### What is required
Please retype the listing below, matching every line exactly.
■ ■ ■ ■ ■
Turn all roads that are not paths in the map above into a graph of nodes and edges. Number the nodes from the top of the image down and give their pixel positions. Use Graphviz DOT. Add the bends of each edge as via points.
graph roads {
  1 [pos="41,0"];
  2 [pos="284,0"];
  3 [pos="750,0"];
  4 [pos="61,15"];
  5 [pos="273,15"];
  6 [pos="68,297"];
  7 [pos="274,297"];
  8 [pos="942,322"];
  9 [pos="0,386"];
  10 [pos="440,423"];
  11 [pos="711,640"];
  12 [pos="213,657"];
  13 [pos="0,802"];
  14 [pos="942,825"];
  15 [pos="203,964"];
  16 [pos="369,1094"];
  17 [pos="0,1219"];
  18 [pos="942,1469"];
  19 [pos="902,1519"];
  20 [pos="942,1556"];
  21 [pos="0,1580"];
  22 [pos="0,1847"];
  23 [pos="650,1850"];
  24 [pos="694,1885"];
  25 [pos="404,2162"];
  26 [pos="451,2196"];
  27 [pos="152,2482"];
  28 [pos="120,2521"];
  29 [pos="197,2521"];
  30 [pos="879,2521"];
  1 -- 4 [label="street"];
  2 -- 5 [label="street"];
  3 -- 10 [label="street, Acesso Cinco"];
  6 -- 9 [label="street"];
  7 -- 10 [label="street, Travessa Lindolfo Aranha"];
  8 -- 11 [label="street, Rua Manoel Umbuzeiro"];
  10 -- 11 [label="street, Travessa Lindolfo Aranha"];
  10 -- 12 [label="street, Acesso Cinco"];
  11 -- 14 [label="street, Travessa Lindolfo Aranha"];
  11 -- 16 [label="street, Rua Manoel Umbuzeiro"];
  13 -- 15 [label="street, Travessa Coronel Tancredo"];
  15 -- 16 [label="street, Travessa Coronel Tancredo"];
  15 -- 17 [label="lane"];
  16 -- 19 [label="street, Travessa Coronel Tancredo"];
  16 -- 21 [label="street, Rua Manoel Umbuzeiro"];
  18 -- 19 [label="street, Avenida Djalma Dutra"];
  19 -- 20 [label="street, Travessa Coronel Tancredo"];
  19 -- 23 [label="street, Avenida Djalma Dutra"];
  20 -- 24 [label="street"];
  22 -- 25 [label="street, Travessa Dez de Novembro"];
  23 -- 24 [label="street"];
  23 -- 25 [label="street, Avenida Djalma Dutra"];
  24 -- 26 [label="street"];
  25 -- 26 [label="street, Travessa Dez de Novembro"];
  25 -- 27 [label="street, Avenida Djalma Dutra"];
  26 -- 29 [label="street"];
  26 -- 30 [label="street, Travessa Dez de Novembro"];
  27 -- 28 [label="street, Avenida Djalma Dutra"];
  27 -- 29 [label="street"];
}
■ ■ ■ ■ ■
### Written answer
Turn all roads that are not paths in the map above into a graph of nodes and edges. Number the nodes from the top of the image down and give their pixel positions. Use Graphviz DOT. Add the bends of each edge as via points.
graph roads {
  1 [pos="41,0"];
  2 [pos="284,0"];
  3 [pos="750,0"];
  4 [pos="61,15"];
  5 [pos="273,15"];
  6 [pos="68,297"];
  7 [pos="274,297"];
  8 [pos="942,322"];
  9 [pos="0,386"];
  10 [pos="440,423"];
  11 [pos="711,640"];
  12 [pos="213,657"];
  13 [pos="0,802"];
  14 [pos="942,825"];
  15 [pos="203,964"];
  16 [pos="369,1094"];
  17 [pos="0,1219"];
  18 [pos="942,1469"];
  19 [pos="902,1519"];
  20 [pos="942,1556"];
  21 [pos="0,1580"];
  22 [pos="0,1847"];
  23 [pos="650,1850"];
  24 [pos="694,1885"];
  25 [pos="404,2162"];
  26 [pos="451,2196"];
  27 [pos="152,2482"];
  28 [pos="120,2521"];
  29 [pos="197,2521"];
  30 [pos="879,2521"];
  1 -- 4 [label="street"];
  2 -- 5 [label="street"];
  3 -- 10 [label="street, Acesso Cinco"];
  6 -- 9 [label="street"];
  7 -- 10 [label="street, Travessa Lindolfo Aranha"];
  8 -- 11 [label="street, Rua Manoel Umbuzeiro"];
  10 -- 11 [label="street, Travessa Lindolfo Aranha"];
  10 -- 12 [label="street, Acesso Cinco"];
  11 -- 14 [label="street, Travessa Lindolfo Aranha"];
  11 -- 16 [label="street, Rua Manoel Umbuzeiro"];
  13 -- 15 [label="street, Travessa Coronel Tancredo"];
  15 -- 16 [label="street, Travessa Coronel Tancredo"];
  15 -- 17 [label="lane"];
  16 -- 19 [label="street, Travessa Coronel Tancredo"];
  16 -- 21 [label="street, Rua Manoel Umbuzeiro"];
  18 -- 19 [label="street, Avenida Djalma Dutra"];
  19 -- 20 [label="street, Travessa Coronel Tancredo"];
  19 -- 23 [label="street, Avenida Djalma Dutra"];
  20 -- 24 [label="street"];
  22 -- 25 [label="street, Travessa Dez de Novembro"];
  23 -- 24 [label="street"];
  23 -- 25 [label="street, Avenida Djalma Dutra"];
  24 -- 26 [label="street"];
  25 -- 26 [label="street, Travessa Dez de Novembro"];
  25 -- 27 [label="street, Avenida Djalma Dutra"];
  26 -- 29 [label="street"];
  26 -- 30 [label="street, Travessa Dez de Novembro"];
  27 -- 28 [label="street, Avenida Djalma Dutra"];
  27 -- 29 [label="street"];
}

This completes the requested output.